───── MATERIAL SHOWN ─────
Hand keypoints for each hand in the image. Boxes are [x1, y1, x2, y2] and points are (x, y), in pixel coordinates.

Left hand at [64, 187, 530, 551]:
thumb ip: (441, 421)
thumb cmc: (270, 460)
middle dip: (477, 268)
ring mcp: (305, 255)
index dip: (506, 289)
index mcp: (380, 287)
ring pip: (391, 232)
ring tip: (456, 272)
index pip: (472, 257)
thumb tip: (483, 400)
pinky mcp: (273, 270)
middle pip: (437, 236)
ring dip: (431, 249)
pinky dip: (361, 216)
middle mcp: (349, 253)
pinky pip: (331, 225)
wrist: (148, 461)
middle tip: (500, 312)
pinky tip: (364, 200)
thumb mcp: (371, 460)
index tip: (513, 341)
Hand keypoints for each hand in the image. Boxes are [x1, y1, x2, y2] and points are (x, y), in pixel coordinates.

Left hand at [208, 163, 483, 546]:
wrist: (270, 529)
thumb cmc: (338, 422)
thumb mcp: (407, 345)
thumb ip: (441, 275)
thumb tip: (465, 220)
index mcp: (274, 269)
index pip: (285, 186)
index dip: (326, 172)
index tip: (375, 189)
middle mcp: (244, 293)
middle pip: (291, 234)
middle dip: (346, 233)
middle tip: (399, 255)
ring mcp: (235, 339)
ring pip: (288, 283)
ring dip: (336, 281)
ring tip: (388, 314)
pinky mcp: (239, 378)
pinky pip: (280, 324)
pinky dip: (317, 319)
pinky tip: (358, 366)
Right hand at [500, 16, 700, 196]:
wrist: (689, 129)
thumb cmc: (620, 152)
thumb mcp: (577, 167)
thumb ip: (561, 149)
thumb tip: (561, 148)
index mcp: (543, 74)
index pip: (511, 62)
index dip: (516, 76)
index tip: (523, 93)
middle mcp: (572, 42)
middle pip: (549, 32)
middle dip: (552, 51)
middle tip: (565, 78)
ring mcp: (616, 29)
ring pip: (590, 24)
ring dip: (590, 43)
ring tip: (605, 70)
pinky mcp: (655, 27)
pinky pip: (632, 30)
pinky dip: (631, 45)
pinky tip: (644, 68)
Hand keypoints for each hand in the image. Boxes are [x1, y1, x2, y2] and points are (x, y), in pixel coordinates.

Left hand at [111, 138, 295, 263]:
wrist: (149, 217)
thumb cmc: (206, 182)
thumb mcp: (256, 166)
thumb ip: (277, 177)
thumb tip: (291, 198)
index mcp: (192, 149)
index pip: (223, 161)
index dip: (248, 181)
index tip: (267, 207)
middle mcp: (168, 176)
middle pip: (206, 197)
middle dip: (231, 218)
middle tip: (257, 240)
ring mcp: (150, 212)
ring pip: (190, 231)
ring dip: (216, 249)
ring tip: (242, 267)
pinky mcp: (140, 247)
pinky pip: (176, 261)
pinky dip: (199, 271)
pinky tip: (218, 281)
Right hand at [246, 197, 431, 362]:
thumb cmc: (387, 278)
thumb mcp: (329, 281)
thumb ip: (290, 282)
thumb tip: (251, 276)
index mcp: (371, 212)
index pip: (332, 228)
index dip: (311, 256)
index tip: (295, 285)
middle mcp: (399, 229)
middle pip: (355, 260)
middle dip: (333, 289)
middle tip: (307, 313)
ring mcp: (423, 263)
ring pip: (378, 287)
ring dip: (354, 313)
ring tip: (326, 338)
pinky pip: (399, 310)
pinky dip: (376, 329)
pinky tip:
─────
● EXERCISE DESCRIPTION:
Output every entry word for word.

● SOLUTION FOR THIS TASK:
Hand keypoints for each hand in the image. Boxes are [x1, y1, x2, y2] and points are (x, y), in pixel coordinates.

Left hand at [64, 187, 530, 551]:
thumb ip: (441, 421)
thumb cmc: (270, 460)
middle dip: (477, 268)
ring mcp: (305, 255)
index dip: (506, 289)
index mcp: (380, 287)
ring pip: (391, 232)
ring tip: (456, 272)
index pip: (472, 257)
thumb tip: (483, 400)
pinky mcp: (273, 270)
middle pip: (437, 236)
ring dip: (431, 249)
pinky dip: (361, 216)
middle mcp: (349, 253)
pinky pip: (331, 225)
wrist: (148, 461)
middle tip: (500, 312)
pinky tip: (364, 200)
thumb mcp: (371, 460)
index tip: (513, 341)
Hand keypoints for each hand in the image. Boxes are [x1, y1, x2, y2] and points are (x, y), in pixel coordinates.

Left hand at [208, 163, 483, 546]:
wrist: (270, 529)
thumb cmc: (338, 422)
thumb mcp: (407, 345)
thumb ip: (441, 275)
thumb tip: (465, 220)
index mcp: (274, 269)
index pip: (285, 186)
index dip: (326, 172)
index tip: (375, 189)
middle mcp: (244, 293)
middle pip: (291, 234)
middle dip: (346, 233)
middle tip: (399, 255)
ring mcp: (235, 339)
ring pip: (288, 283)
ring dip: (336, 281)
ring tip: (388, 314)
pinky mcp: (239, 378)
pinky pip: (280, 324)
pinky dip: (317, 319)
pinky tip: (358, 366)
Right hand at [500, 16, 700, 196]:
wrist: (689, 129)
thumb cmc: (620, 152)
thumb mcp: (577, 167)
thumb ip: (561, 149)
thumb tip: (561, 148)
index mcp: (543, 74)
index pip: (511, 62)
index dip: (516, 76)
index tip: (523, 93)
middle mcp: (572, 42)
middle pip: (549, 32)
middle dip: (552, 51)
middle tip: (565, 78)
ring mcp: (616, 29)
ring pip: (590, 24)
ring dip: (590, 43)
ring tip: (605, 70)
pinky mcp: (655, 27)
pinky pip: (632, 30)
pinky dip: (631, 45)
pinky tip: (644, 68)
Hand keypoints for each hand in the image. Boxes are [x1, y1, x2, y2] and points are (x, y), in pixel coordinates.

Left hand at [111, 138, 295, 263]:
wrist: (149, 217)
thumb cmc: (206, 182)
thumb mcp: (256, 166)
thumb ip: (277, 177)
thumb tip: (291, 198)
index mcp: (192, 149)
index pip: (223, 161)
index dip: (248, 181)
index tip: (267, 207)
middle mcp: (168, 176)
middle pip: (206, 197)
middle dip: (231, 218)
middle tip: (257, 240)
ring mcp: (150, 212)
ring pip: (190, 231)
ring dip: (216, 249)
ring tip: (242, 267)
pinky mcp: (140, 247)
pinky pip: (176, 261)
pinky dip: (199, 271)
pinky tip: (218, 281)
Right hand at [246, 197, 431, 362]:
thumb cmc: (387, 278)
thumb mcp: (329, 281)
thumb ip: (290, 282)
thumb tip: (251, 276)
index mcp: (371, 212)
index pip: (332, 228)
index dip: (311, 256)
index tip: (295, 285)
middle mcp: (399, 229)
middle pip: (355, 260)
middle dip: (333, 289)
middle tip: (307, 313)
ring mcp: (423, 263)
ring pip: (378, 287)
ring dip: (354, 313)
ring tip: (326, 338)
pinky pip: (399, 310)
pinky dip: (376, 329)
pinky tip:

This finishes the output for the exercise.